Recipes

Sirloin with blueberry glaze and rosemary and garlic parmentier

30, OCT, 2019

Ingredients (4 pers)

1 pork tenderloin of about 600 grams

4 potatoes (one per diner, the size according to appetite)

1 purple onion

200 milliliters of Porto

2 generous c / s of homemade blueberry jam

1 c / s brown sugar

garlic powder

1 sprig rosemary

milk

garlic flavored oil

extra virgin olive oil

black pepper

garlic powder

Salt

Wash the potatoes and put them to cook in water until they are tender. When the potatoes are cooked, remove them from the saucepan, cool them a little and peel them, add the chopped rosemary and salt to taste and proceed to crush.

Chafa the potatoes with a fork and sprinkle the garlic, we grate at the moment we prepare at home and we have put one whole. Add a dash of garlic flavored oil and mix well. Then go adding milk and mixing until you get the desired texture, rectify salt if necessary and reserve.

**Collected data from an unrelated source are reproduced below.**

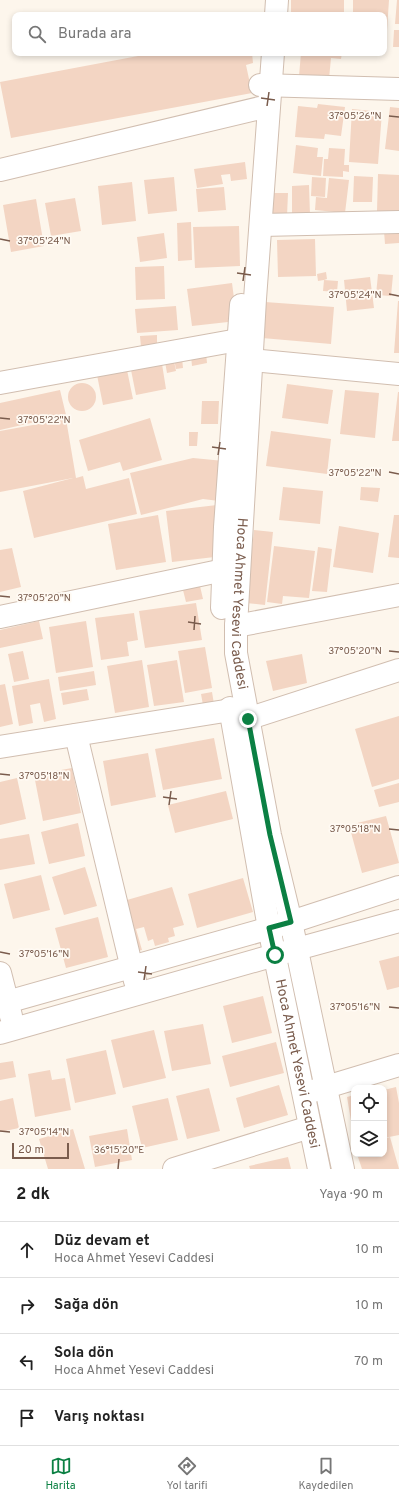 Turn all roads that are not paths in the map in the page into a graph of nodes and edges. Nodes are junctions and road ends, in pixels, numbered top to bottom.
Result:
1 (265, 0) edge
2 (277, 0) edge
3 (264, 12) edge
4 (276, 12) edge
5 (262, 56) edge
6 (272, 56) edge
7 (266, 86) junction
8 (399, 89) edge
9 (260, 108) junction
10 (0, 170) edge
11 (399, 222) edge
12 (261, 225) junction
13 (238, 340) junction
14 (252, 360) junction
15 (399, 374) edge
16 (0, 383) edge
17 (224, 570) junction
18 (399, 594) edge
19 (0, 618) edge
20 (236, 626) junction
21 (399, 670) edge
22 (239, 715) junction
23 (76, 735) junction
24 (0, 747) edge
25 (399, 887) edge
26 (399, 921) edge
27 (291, 922) junction
28 (269, 928) junction
29 (297, 950) junction
30 (275, 955) junction
31 (131, 967) junction
32 (0, 973) edge
33 (138, 994) junction
34 (4, 1003) edge
35 (7, 1031) edge
36 (399, 1065) edge
37 (326, 1087) junction
38 (304, 1094) junction
39 (310, 1127) junction
40 (174, 1169) edge
41 (319, 1169) edge
42 (343, 1169) edge

1 - 3 street
2 - 4 street
5 - 7 street, Hoca Ahmet Yesevi Caddesi
6 - 7 street, Hoca Ahmet Yesevi Caddesi
7 - 8 street
7 - 9 street, Hoca Ahmet Yesevi Caddesi
7 - 12 street, Hoca Ahmet Yesevi Caddesi
9 - 10 street
9 - 13 street, Hoca Ahmet Yesevi Caddesi
11 - 12 street
12 - 14 street, Hoca Ahmet Yesevi Caddesi
13 - 16 street
13 - 17 street, Hoca Ahmet Yesevi Caddesi
14 - 15 street
14 - 20 street, Hoca Ahmet Yesevi Caddesi
17 - 19 street
17 - 22 street, Hoca Ahmet Yesevi Caddesi
18 - 20 street
20 - 22 street, Hoca Ahmet Yesevi Caddesi
21 - 22 street
22 - 23 street
22 - 27 street, Hoca Ahmet Yesevi Caddesi
22 - 28 street, Hoca Ahmet Yesevi Caddesi
23 - 24 street
23 - 31 street
25 - 27 street
26 - 29 street
27 - 28 street
27 - 29 street, Hoca Ahmet Yesevi Caddesi
28 - 30 street, Hoca Ahmet Yesevi Caddesi
28 - 31 street
29 - 30 street
29 - 37 street, Hoca Ahmet Yesevi Caddesi
30 - 33 street
30 - 38 street, Hoca Ahmet Yesevi Caddesi
31 - 33 street
31 - 34 street
32 - 34 street
33 - 35 street
34 - 35 street
36 - 37 street
37 - 38 street
37 - 42 street, Hoca Ahmet Yesevi Caddesi
38 - 39 street, Hoca Ahmet Yesevi Caddesi
39 - 40 street
39 - 41 street, Hoca Ahmet Yesevi Caddesi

In a pan with extra virgin olive oil, poach the chopped onion over low heat, when it is well made wet with the Porto, add the blueberry jam, brown sugar and salt, mix well and let it cook until it reduces. Once the desired density is obtained, strain the glaze to make it thin.

Cut the sirloin into thick slices and season with salt and pepper. Do it in a pan with extra virgin olive oil over high heat so that it is browned on the outside and its interior is juicy, go turning it around in its outline so that the dorado is uniform, if you like it very well put it also on the sides.